(Items from a dataset)
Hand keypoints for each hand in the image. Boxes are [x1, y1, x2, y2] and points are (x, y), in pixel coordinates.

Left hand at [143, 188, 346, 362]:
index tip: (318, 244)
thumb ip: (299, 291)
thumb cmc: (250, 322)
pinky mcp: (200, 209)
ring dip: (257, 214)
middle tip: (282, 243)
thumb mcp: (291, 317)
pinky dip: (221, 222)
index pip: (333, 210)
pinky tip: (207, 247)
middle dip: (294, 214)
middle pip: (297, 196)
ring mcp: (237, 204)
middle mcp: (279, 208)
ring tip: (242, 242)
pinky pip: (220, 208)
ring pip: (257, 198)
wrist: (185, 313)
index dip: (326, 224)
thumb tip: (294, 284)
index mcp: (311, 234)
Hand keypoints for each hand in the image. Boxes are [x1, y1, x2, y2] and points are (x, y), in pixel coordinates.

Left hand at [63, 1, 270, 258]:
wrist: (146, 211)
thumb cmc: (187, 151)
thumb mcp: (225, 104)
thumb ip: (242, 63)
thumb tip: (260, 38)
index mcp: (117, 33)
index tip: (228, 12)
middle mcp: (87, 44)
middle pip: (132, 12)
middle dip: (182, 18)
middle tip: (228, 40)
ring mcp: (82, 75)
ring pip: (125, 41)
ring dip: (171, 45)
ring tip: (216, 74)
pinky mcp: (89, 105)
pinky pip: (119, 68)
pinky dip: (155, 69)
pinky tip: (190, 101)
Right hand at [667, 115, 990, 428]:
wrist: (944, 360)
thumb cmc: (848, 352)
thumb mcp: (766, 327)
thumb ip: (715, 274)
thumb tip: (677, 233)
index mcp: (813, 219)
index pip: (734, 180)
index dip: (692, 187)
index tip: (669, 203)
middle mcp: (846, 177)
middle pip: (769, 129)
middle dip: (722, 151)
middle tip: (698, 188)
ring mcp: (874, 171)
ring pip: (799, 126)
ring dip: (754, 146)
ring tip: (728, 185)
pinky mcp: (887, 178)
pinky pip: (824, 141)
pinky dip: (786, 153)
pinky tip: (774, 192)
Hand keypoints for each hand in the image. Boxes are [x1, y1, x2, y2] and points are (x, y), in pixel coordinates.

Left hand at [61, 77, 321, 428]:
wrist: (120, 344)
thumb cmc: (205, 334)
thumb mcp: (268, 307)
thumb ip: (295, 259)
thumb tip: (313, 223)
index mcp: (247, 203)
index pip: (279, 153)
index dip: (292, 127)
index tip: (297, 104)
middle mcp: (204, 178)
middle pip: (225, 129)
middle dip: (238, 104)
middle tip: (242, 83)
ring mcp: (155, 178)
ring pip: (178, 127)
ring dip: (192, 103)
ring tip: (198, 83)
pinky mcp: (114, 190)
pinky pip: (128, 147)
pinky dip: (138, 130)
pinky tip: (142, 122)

### [What you are asked to do]
Transcribe exactly, and only, the lines that extend from the one containing "ring dip: (171, 45)" to the end of the records above, inclusive of both.

### [Result below]
ring dip: (171, 45)
ring tip: (216, 74)
pinky mcp: (89, 105)
pinky pip: (119, 68)
pinky dip: (155, 69)
pinky tip: (190, 101)
Right hand at [667, 115, 990, 428]:
wrist: (944, 360)
thumb cmc: (848, 352)
thumb mcp: (766, 327)
thumb ip: (715, 274)
thumb tip: (677, 233)
index mcp: (813, 219)
index pip: (734, 180)
index dip: (692, 187)
index tip: (669, 203)
middle mcp: (846, 177)
middle pip: (769, 129)
middle dip: (722, 151)
middle tip: (698, 188)
ring mcp: (874, 171)
ring pip: (799, 126)
ring dip: (754, 146)
ring tip: (728, 185)
pinky mcp: (887, 178)
pinky pip: (824, 141)
pinky dip: (786, 153)
pinky tip: (774, 192)
Hand keypoints for each hand in the image. Boxes are [x1, y1, x2, y2] and points are (x, y), in pixel coordinates.

Left hand at [61, 77, 321, 428]:
wrist: (120, 344)
thumb cmc: (205, 334)
thumb mcp: (268, 307)
thumb ip: (295, 259)
thumb tip: (313, 223)
index mcp: (247, 203)
index pip: (279, 153)
index dip: (292, 127)
index tip: (297, 104)
middle mcp: (204, 178)
middle pip: (225, 129)
middle dip: (238, 104)
middle tip: (242, 83)
ring mcp: (155, 178)
ring pip: (178, 127)
ring dip: (192, 103)
ring tip: (198, 83)
pinky mcp: (114, 190)
pinky pip: (128, 147)
pinky dip: (138, 130)
pinky tip: (142, 122)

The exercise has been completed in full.